Problem statement: Leave every picture out, and print the full listing again exactly.

Source information:
---*---
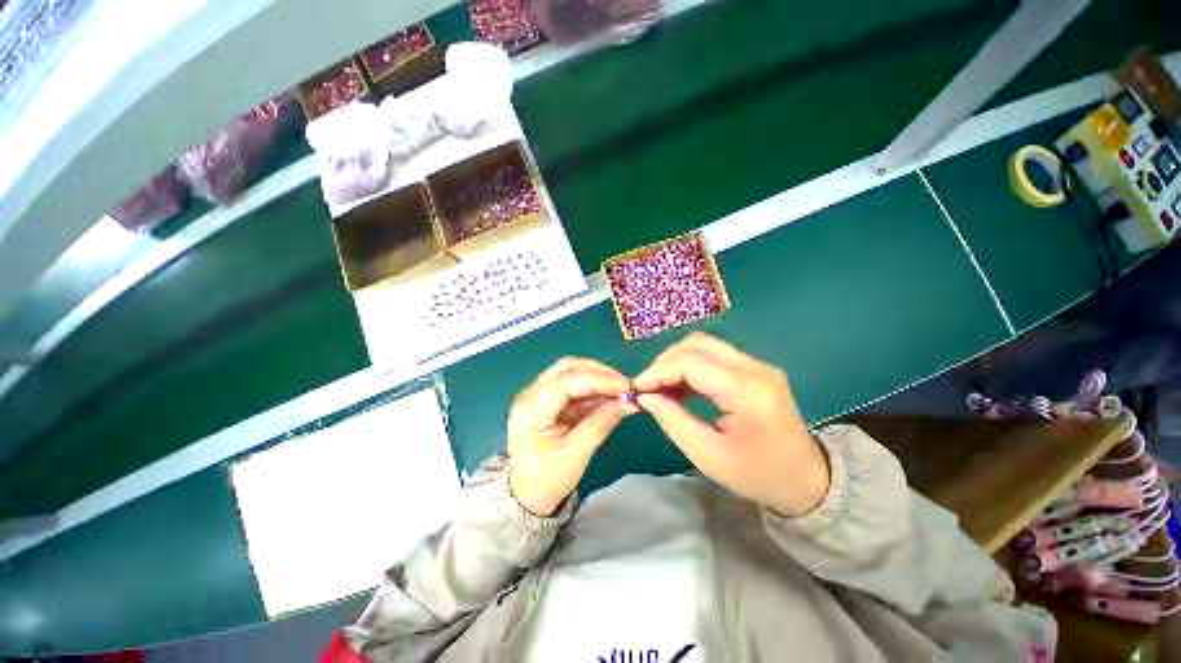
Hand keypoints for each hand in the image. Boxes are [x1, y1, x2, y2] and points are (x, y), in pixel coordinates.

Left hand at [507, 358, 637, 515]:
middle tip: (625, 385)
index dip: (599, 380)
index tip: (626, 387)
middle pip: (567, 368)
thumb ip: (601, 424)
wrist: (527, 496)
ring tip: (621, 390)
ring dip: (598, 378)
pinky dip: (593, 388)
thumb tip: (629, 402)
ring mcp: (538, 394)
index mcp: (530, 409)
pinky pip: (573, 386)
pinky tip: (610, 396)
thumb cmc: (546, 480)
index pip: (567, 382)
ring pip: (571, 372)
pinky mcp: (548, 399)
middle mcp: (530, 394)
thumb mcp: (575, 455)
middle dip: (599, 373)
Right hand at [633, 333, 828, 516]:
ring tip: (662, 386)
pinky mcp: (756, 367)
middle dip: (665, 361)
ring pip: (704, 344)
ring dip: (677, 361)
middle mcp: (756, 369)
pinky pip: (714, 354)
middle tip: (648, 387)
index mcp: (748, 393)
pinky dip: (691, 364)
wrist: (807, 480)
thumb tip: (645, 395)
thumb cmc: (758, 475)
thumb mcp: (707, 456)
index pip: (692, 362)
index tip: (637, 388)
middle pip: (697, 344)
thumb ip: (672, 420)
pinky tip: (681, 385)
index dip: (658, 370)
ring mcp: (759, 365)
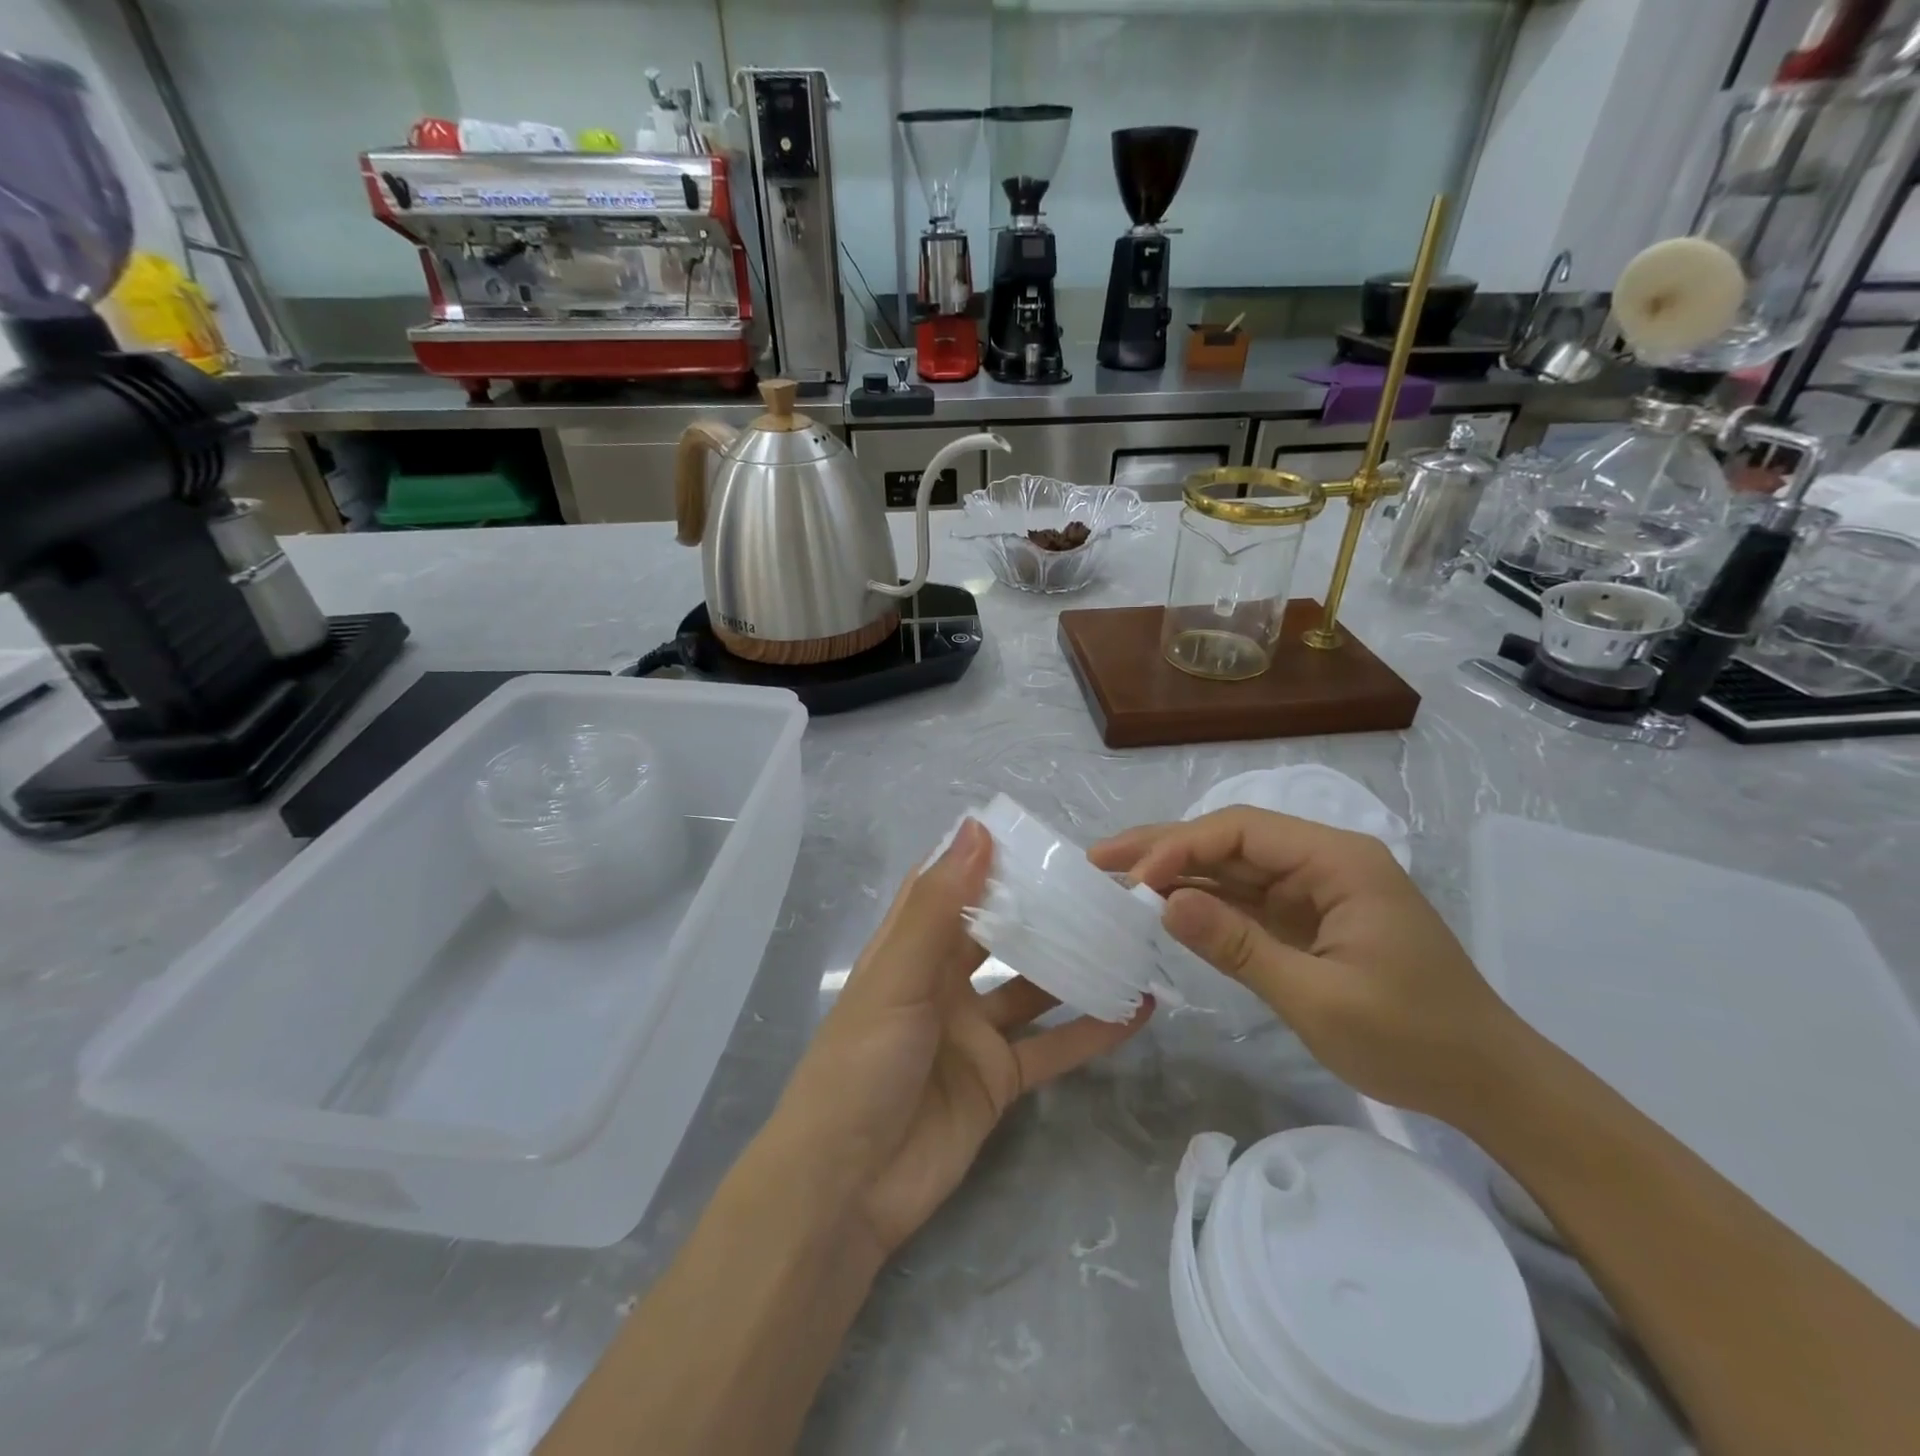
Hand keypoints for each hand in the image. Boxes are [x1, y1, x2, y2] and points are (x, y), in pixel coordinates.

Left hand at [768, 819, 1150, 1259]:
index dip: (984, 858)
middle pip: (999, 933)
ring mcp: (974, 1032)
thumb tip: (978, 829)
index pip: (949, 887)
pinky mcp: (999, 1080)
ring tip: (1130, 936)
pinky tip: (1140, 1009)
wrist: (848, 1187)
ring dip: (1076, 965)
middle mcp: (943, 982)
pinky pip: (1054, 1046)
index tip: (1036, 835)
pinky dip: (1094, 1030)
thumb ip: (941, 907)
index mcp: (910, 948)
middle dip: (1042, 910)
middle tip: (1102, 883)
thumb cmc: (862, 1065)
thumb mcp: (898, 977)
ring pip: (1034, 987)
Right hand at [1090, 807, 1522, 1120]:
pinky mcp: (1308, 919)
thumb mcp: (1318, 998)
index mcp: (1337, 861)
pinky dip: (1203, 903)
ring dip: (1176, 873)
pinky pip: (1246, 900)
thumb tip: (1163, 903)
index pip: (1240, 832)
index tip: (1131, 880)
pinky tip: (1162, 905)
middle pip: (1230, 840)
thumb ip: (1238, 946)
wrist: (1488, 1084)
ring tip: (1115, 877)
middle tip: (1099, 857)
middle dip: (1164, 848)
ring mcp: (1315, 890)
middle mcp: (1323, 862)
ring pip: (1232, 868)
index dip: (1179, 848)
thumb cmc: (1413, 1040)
---*---
Response area:
Hand keypoints for each hand in the image. Boxes are [x1, y1, x2, y2] and points are (x, y), in pixel coordinates.

Left hand at [507, 358, 637, 515]:
middle tip: (625, 385)
index dip: (599, 380)
index tip: (626, 387)
middle pip: (567, 368)
thumb ip: (601, 424)
wrist: (527, 496)
ring tip: (621, 390)
ring dip: (598, 378)
pinky dip: (593, 388)
thumb tip: (629, 402)
ring mcp: (538, 394)
index mcp: (530, 409)
pinky pip: (573, 386)
pinky tip: (610, 396)
thumb cmc: (546, 480)
index pip: (567, 382)
ring pip: (571, 372)
pinky mcp: (548, 399)
middle mcp: (530, 394)
thumb mcp: (575, 455)
middle dip: (599, 373)
Right hand at [633, 333, 828, 516]:
ring tip: (662, 386)
pinky mcp: (756, 367)
middle dip: (665, 361)
ring pip: (704, 344)
ring dip: (677, 361)
middle mcp: (756, 369)
pinky pip: (714, 354)
middle tip: (648, 387)
index mcp: (748, 393)
pinky dip: (691, 364)
wrist: (807, 480)
thumb tip: (645, 395)
thumb cmc: (758, 475)
thumb mcp: (707, 456)
index pip: (692, 362)
index tip: (637, 388)
middle pip: (697, 344)
thumb ip: (672, 420)
pinky tip: (681, 385)
index dip: (658, 370)
ring mcp: (759, 365)
Hand keypoints for each hand in the image. Boxes are [x1, y1, x2, y2] and points are (x, y), in pixel coordinates.

Left hand at [768, 819, 1150, 1259]:
index dip: (984, 858)
middle pip: (999, 933)
ring mcp: (974, 1032)
thumb tip: (978, 829)
index pip: (949, 887)
pinky mcp: (999, 1080)
ring tip: (1130, 936)
pinky tip: (1140, 1009)
wrist: (848, 1187)
ring dip: (1076, 965)
middle mcp: (943, 982)
pinky pip: (1054, 1046)
index tip: (1036, 835)
pinky dip: (1094, 1030)
thumb ip: (941, 907)
index mcp: (910, 948)
middle dip: (1042, 910)
middle tip: (1102, 883)
thumb cmc: (862, 1065)
thumb mcp: (898, 977)
ring pip: (1034, 987)
Right hand at [1090, 807, 1522, 1120]:
pinky mcp: (1308, 919)
thumb mcp: (1318, 998)
index mcp: (1337, 861)
pinky dip: (1203, 903)
ring dip: (1176, 873)
pinky pip: (1246, 900)
thumb tip: (1163, 903)
index pip: (1240, 832)
index tip: (1131, 880)
pinky tip: (1162, 905)
middle pip: (1230, 840)
thumb ip: (1238, 946)
wrist: (1488, 1084)
ring tip: (1115, 877)
middle tip: (1099, 857)
middle dip: (1164, 848)
ring mcp: (1315, 890)
middle mcp: (1323, 862)
ring pip: (1232, 868)
index dip: (1179, 848)
thumb cmc: (1413, 1040)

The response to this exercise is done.